Copy out all lines bearing the word "roads" from the listing below.

<<<<

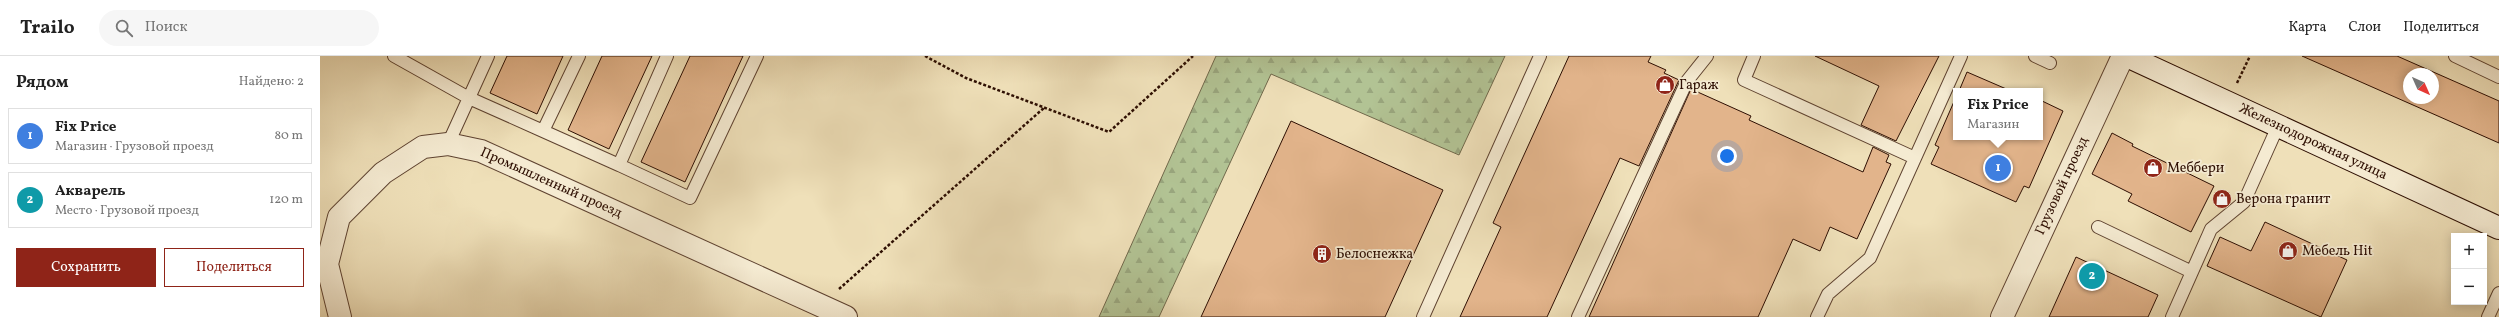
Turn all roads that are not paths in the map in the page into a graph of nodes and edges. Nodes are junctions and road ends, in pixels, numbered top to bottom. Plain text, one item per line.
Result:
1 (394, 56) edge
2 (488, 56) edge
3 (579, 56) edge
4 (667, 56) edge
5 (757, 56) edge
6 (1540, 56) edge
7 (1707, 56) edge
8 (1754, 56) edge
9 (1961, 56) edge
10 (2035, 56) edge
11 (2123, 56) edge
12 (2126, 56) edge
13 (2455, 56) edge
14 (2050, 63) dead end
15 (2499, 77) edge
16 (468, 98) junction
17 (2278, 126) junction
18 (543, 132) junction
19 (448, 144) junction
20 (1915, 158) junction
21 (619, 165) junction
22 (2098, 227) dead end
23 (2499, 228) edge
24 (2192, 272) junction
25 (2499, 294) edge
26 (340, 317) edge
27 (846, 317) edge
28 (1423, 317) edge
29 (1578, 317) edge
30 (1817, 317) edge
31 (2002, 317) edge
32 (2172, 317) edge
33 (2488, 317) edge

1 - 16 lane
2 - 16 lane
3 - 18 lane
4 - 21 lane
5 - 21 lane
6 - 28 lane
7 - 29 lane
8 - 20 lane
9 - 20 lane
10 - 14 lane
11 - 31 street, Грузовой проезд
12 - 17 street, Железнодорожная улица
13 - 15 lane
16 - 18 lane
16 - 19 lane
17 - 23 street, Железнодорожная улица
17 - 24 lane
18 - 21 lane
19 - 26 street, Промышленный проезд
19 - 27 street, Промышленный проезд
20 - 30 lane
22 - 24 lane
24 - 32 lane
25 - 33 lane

>>>>
<<<<

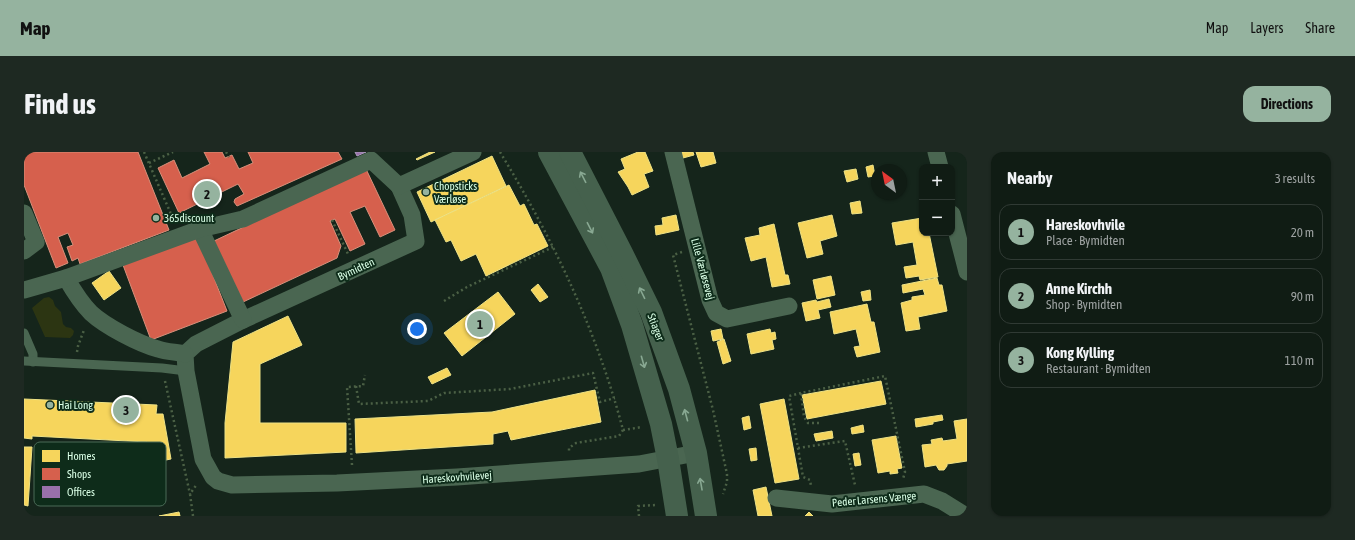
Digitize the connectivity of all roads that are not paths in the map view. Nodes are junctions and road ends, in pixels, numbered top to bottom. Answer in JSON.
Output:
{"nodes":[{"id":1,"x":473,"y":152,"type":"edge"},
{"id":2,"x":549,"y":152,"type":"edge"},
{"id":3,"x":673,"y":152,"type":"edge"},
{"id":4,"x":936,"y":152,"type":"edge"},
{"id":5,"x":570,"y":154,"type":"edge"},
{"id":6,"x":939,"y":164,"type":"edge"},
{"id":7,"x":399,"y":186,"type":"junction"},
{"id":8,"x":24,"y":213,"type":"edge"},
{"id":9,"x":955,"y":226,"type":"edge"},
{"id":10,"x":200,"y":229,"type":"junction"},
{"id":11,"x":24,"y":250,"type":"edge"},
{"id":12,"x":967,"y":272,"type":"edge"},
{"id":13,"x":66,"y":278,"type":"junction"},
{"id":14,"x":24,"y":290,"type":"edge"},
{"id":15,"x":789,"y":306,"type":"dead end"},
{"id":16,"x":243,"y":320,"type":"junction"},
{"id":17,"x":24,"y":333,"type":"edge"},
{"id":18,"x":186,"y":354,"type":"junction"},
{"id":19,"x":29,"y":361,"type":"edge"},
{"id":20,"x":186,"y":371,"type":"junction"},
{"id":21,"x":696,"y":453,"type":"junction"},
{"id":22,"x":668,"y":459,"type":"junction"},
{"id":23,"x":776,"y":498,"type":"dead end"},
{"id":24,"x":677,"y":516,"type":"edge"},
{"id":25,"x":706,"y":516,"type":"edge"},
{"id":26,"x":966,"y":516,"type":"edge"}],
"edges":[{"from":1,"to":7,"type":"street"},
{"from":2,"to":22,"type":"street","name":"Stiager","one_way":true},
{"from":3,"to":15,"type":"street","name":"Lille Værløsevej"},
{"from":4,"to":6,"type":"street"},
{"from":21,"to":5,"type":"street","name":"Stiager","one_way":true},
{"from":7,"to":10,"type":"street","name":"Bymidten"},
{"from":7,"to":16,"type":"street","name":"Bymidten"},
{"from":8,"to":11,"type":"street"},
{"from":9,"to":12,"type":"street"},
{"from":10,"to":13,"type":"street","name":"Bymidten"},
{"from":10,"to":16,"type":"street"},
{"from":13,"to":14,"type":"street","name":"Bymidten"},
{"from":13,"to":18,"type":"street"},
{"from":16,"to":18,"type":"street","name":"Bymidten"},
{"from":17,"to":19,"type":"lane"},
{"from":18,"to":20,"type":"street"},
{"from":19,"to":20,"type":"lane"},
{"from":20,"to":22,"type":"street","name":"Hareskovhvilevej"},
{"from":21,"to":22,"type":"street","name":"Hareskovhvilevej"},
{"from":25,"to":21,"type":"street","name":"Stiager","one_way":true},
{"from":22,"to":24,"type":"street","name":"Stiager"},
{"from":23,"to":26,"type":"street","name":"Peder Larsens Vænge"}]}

>>>>

* [Exercise output]:
Turn all roads that are not paths in the map in the page into a graph of nodes and edges. Nodes are junctions and road ends, in pixels, numbered top to bottom. Plain text, one item per line.
Digitize the connectivity of all roads that are not paths in the map view. Nodes are junctions and road ends, in pixels, numbered top to bottom. Answer in JSON.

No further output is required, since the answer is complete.